La Cour des comptes se penche sur les impacts de la réforme des retraites sur la compétitivité et l’emploi
Pierre Moscovici était auditionné mardi 6 mai par les membres de la commission des affaires sociales de l’Assemblée nationale. En jeu, le récent rapport de la Cour des comptes relatif aux impacts du système des retraites sur la compétitivité et l’emploi.

© Capture vidéo Sénat/ Audition de Pierre Moscovici devant la commission des affaires sociales le 6 mai 2025
C’est le second rapport publié ces dernières semaines par la Cour des comptes dans le cadre de la mission flash qui lui a été confiée par le Premier ministre, François Bayrou, afin d’éclairer les débats en cours sur la réforme des retraites.

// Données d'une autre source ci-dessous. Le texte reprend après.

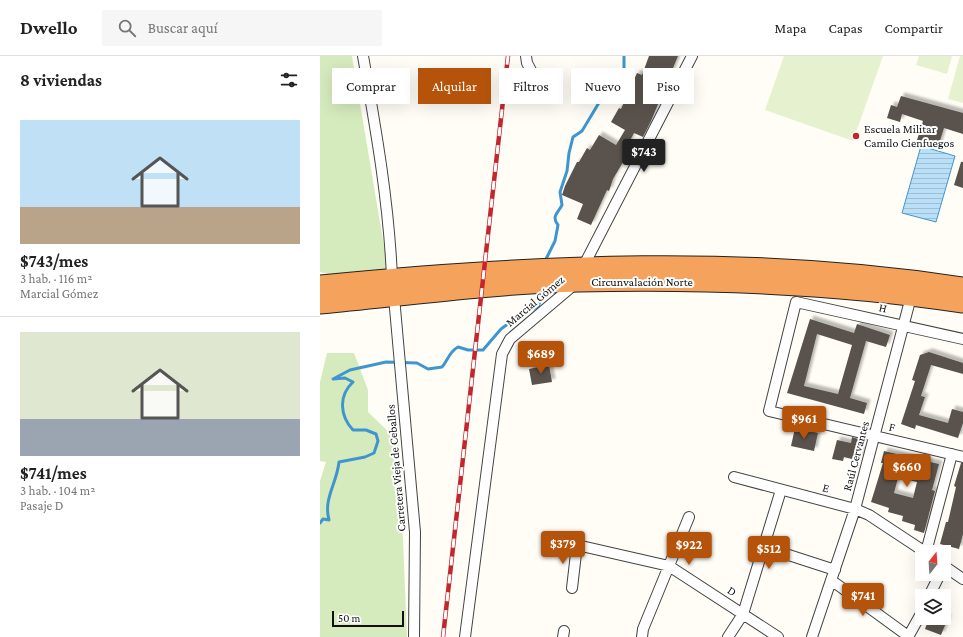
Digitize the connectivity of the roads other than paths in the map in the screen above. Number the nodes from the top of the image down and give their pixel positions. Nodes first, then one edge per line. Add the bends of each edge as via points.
1 (363, 56) edge
2 (526, 56) edge
3 (692, 56) edge
4 (529, 68) edge
5 (580, 274) junction
6 (392, 278) junction
7 (320, 285) edge
8 (963, 287) edge
9 (913, 288) junction
10 (394, 297) junction
11 (963, 303) edge
12 (320, 304) edge
13 (903, 326) junction
14 (963, 339) edge
15 (769, 411) joint
16 (875, 436) junction
17 (952, 454) junction
18 (963, 457) edge
19 (734, 477) dead end
20 (781, 490) junction
21 (855, 509) junction
22 (689, 517) dead end
23 (915, 545) edge
24 (928, 545) edge
25 (764, 547) junction
26 (669, 566) junction
27 (835, 570) junction
28 (951, 571) edge
29 (963, 579) edge
30 (831, 580) junction
31 (572, 588) dead end
32 (743, 614) junction
33 (915, 624) edge
34 (414, 637) edge
35 (465, 637) edge
36 (642, 637) edge
37 (728, 637) edge
38 (778, 637) edge
39 (812, 637) edge
40 (908, 637) edge

1 - 6 street via 390,234
2 - 4 street
3 - 5 street, Marcial Gómez
5 - 6 highway, Circunvalación Norte via 511,269
5 - 9 highway, Circunvalación Norte via 706,282
5 - 10 highway, Circunvalación Norte
5 - 35 street, Marcial Gómez via 510,339 502,354
6 - 7 highway, Circunvalación Norte
8 - 9 highway, Circunvalación Norte
9 - 11 highway, Circunvalación Norte
9 - 13 street, Raúl Cervantes
10 - 12 highway, Circunvalación Norte
10 - 34 street, Carretera Vieja de Ceballos via 415,532
13 - 14 street, H
13 - 15 street, H via 796,302
13 - 16 street, Raúl Cervantes
15 - 16 street, F
16 - 17 street, F
16 - 21 street, Raúl Cervantes
17 - 18 street, F
17 - 24 street
19 - 20 street, E
20 - 21 street, E
20 - 25 street
21 - 23 street, E via 869,515
21 - 27 street, Raúl Cervantes
22 - 26 street
25 - 27 street
25 - 32 street
26 - 31 street, D via 577,545
26 - 32 street, D
26 - 36 street
27 - 30 street, Raúl Cervantes
28 - 29 street
30 - 39 street, Raúl Cervantes
30 - 40 street
32 - 37 street
32 - 38 street, D
33 - 40 street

Une "remise en chantier", a rappelé le premier président de la Cour, Pierre Moscovici, qui devra déboucher sur un accord entre les partenaires sociaux et le gouvernement qu’il appelle de ses vœux car, prévient-il, "le statu quo est impossible". C'est dans ces conditions que la Cour des comptes a mené ses travaux sur l’impact économique sur la compétitivité et l’emploi de la réforme des retraites, en portant une attention particulière à la question de l’emploi des seniors, a précisé Pierre Moscovici dans son propos introductif. Afin de bien cerner les enjeux, le premier président de la Cour rappelle trois critères essentiels à prendre en compte : le taux de cotisation, l’âge effectif de départ à la retraite et la question de l’indexation des pensions.
Le manque de compétitivité, "une anomalie française durable"
Afin de mieux caractériser les difficultés françaises en la matière, la Cour a comparé la situation hexagonale avec celle de partenaires européens dont les systèmes "sont finalement relativement proches de la France", à savoir l’Allemagne, l’Italie et l’Espagne. En matière de compétitivité la Cour observe en premier lieu "des effets ambivalents" du financement du système des retraites. Une compétitivité qui s’est structurellement dégradée depuis les années 2000, souligne Pierre Moscovici, qui cite "un déficit de la balance des biens et services constant depuis 2006" qui a atteint en 2024 21,5 milliards d’euros, soit 0,7 points de PIB. Alors que dans le même temps, l’Allemagne, l’Italie et l’Espagne affichaient des excédents. Pierre Moscovici y voit le signe "d’un recul de compétitivité indéniable" qu’il qualifie même d’"anomalie française durable". C’est clairement, selon lui, la conséquence de la désindustrialisation de la France : en 2023, la part de l’industrie dans l’emploi total s’établissait à 10% contre 17% en Italie et 18% en Allemagne. Circonstance aggravante : cette perte de compétitivité françaises s’inscrit dans un contexte plus vaste de décrochage européen : l’écart de PIB entre l’Union européenne et les États-Unis qui était 15% en 2002 est passé à 30% en 2023. En résumé, avance le premier président de la Cour des comptes, la France est une économie peu compétitive dans un système européen qui perd en compétitivité face à ses principaux concurrents.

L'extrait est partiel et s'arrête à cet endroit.